DATA SHOWN

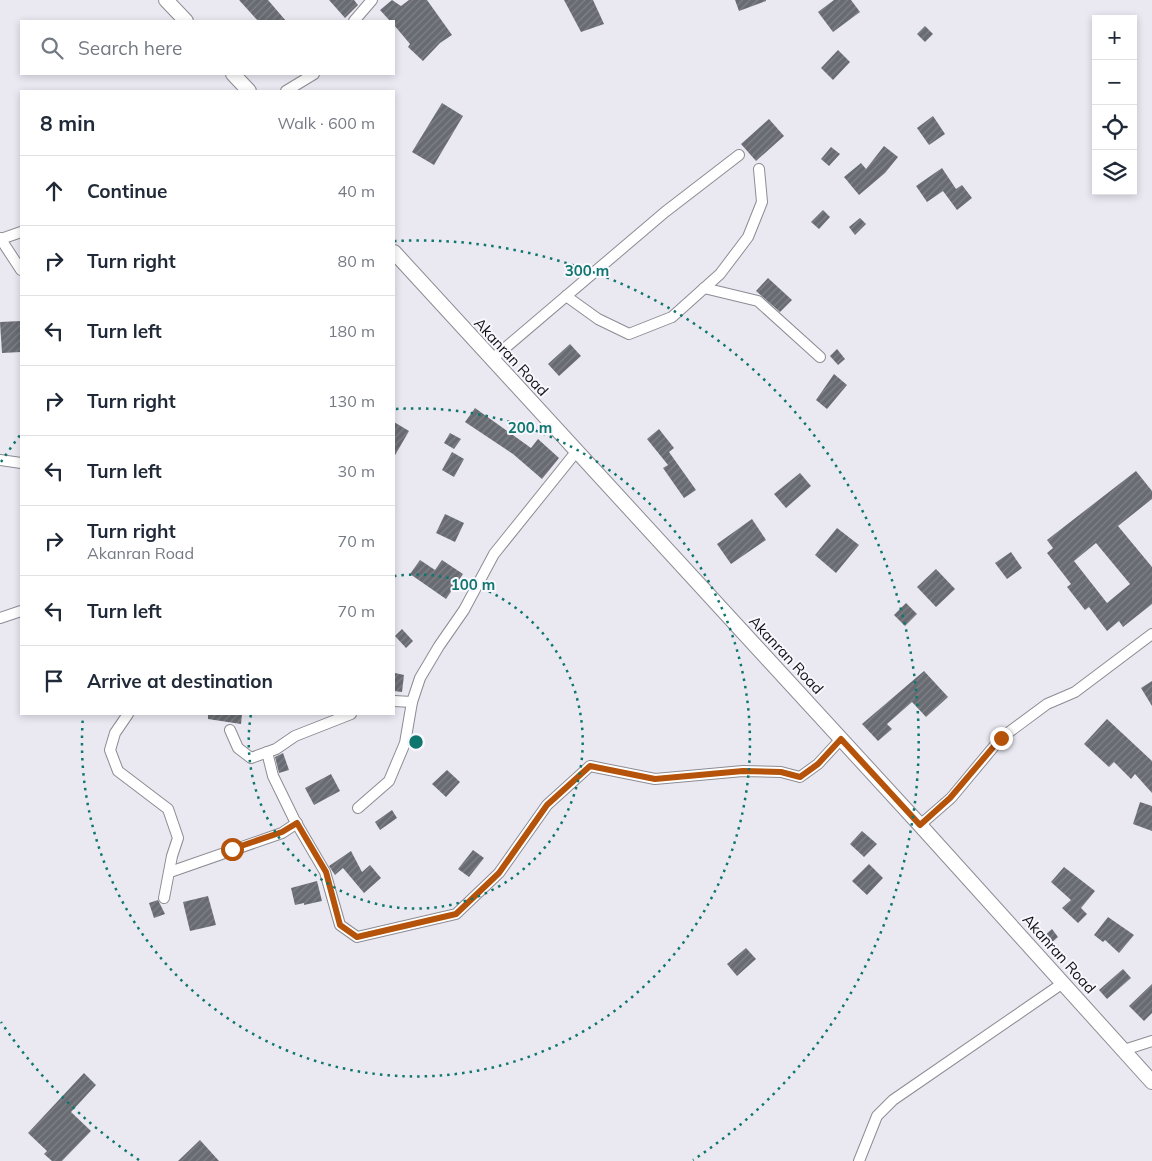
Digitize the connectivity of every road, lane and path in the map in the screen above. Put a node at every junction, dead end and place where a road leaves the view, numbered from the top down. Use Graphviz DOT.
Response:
graph roads {
  1 [pos="166,0"];
  2 [pos="372,0"];
  3 [pos="185,20"];
  4 [pos="355,20"];
  5 [pos="234,75"];
  6 [pos="312,75"];
  7 [pos="248,90"];
  8 [pos="288,90"];
  9 [pos="738,155"];
  10 [pos="759,169"];
  11 [pos="20,232"];
  12 [pos="1,238"];
  13 [pos="395,253"];
  14 [pos="20,268"];
  15 [pos="704,288"];
  16 [pos="566,296"];
  17 [pos="820,357"];
  18 [pos="491,360"];
  19 [pos="576,452"];
  20 [pos="0,460"];
  21 [pos="20,463"];
  22 [pos="20,611"];
  23 [pos="0,618"];
  24 [pos="1152,634"];
  25 [pos="395,701"];
  26 [pos="412,702"];
  27 [pos="127,715"];
  28 [pos="348,715"];
  29 [pos="230,730"];
  30 [pos="841,739"];
  31 [pos="267,752"];
  32 [pos="358,808"];
  33 [pos="297,823"];
  34 [pos="920,825"];
  35 [pos="170,872"];
  36 [pos="164,898"];
  37 [pos="1063,983"];
  38 [pos="1152,1041"];
  39 [pos="1124,1050"];
  40 [pos="1152,1082"];
  41 [pos="859,1161"];
  1 -- 3 [label="main road"];
  2 -- 4 [label="street"];
  5 -- 7 [label="main road"];
  6 -- 8 [label="street"];
  9 -- 16 [label="street"];
  10 -- 15 [label="street"];
  11 -- 12 [label="street"];
  12 -- 14 [label="street"];
  13 -- 18 [label="main road, Akanran Road"];
  15 -- 16 [label="street"];
  15 -- 17 [label="street"];
  16 -- 18 [label="street"];
  18 -- 19 [label="main road, Akanran Road"];
  19 -- 26 [label="street"];
  19 -- 30 [label="main road, Akanran Road"];
  20 -- 21 [label="street"];
  22 -- 23 [label="street"];
  24 -- 34 [label="street"];
  25 -- 26 [label="street"];
  26 -- 32 [label="street"];
  27 -- 35 [label="street"];
  28 -- 31 [label="street"];
  29 -- 31 [label="street"];
  30 -- 33 [label="street"];
  30 -- 34 [label="main road, Akanran Road"];
  31 -- 33 [label="street"];
  33 -- 35 [label="street"];
  34 -- 37 [label="main road, Akanran Road"];
  35 -- 36 [label="street"];
  37 -- 39 [label="main road, Akanran Road"];
  37 -- 41 [label="street"];
  38 -- 39 [label="street"];
  39 -- 40 [label="main road, Akanran Road"];
}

ASSIGNED TASK
Retype the records verbatim, excluding each image they hold.

WRITTEN ANSWER
Digitize the connectivity of every road, lane and path in the map in the screen above. Put a node at every junction, dead end and place where a road leaves the view, numbered from the top down. Use Graphviz DOT.
Response:
graph roads {
  1 [pos="166,0"];
  2 [pos="372,0"];
  3 [pos="185,20"];
  4 [pos="355,20"];
  5 [pos="234,75"];
  6 [pos="312,75"];
  7 [pos="248,90"];
  8 [pos="288,90"];
  9 [pos="738,155"];
  10 [pos="759,169"];
  11 [pos="20,232"];
  12 [pos="1,238"];
  13 [pos="395,253"];
  14 [pos="20,268"];
  15 [pos="704,288"];
  16 [pos="566,296"];
  17 [pos="820,357"];
  18 [pos="491,360"];
  19 [pos="576,452"];
  20 [pos="0,460"];
  21 [pos="20,463"];
  22 [pos="20,611"];
  23 [pos="0,618"];
  24 [pos="1152,634"];
  25 [pos="395,701"];
  26 [pos="412,702"];
  27 [pos="127,715"];
  28 [pos="348,715"];
  29 [pos="230,730"];
  30 [pos="841,739"];
  31 [pos="267,752"];
  32 [pos="358,808"];
  33 [pos="297,823"];
  34 [pos="920,825"];
  35 [pos="170,872"];
  36 [pos="164,898"];
  37 [pos="1063,983"];
  38 [pos="1152,1041"];
  39 [pos="1124,1050"];
  40 [pos="1152,1082"];
  41 [pos="859,1161"];
  1 -- 3 [label="main road"];
  2 -- 4 [label="street"];
  5 -- 7 [label="main road"];
  6 -- 8 [label="street"];
  9 -- 16 [label="street"];
  10 -- 15 [label="street"];
  11 -- 12 [label="street"];
  12 -- 14 [label="street"];
  13 -- 18 [label="main road, Akanran Road"];
  15 -- 16 [label="street"];
  15 -- 17 [label="street"];
  16 -- 18 [label="street"];
  18 -- 19 [label="main road, Akanran Road"];
  19 -- 26 [label="street"];
  19 -- 30 [label="main road, Akanran Road"];
  20 -- 21 [label="street"];
  22 -- 23 [label="street"];
  24 -- 34 [label="street"];
  25 -- 26 [label="street"];
  26 -- 32 [label="street"];
  27 -- 35 [label="street"];
  28 -- 31 [label="street"];
  29 -- 31 [label="street"];
  30 -- 33 [label="street"];
  30 -- 34 [label="main road, Akanran Road"];
  31 -- 33 [label="street"];
  33 -- 35 [label="street"];
  34 -- 37 [label="main road, Akanran Road"];
  35 -- 36 [label="street"];
  37 -- 39 [label="main road, Akanran Road"];
  37 -- 41 [label="street"];
  38 -- 39 [label="street"];
  39 -- 40 [label="main road, Akanran Road"];
}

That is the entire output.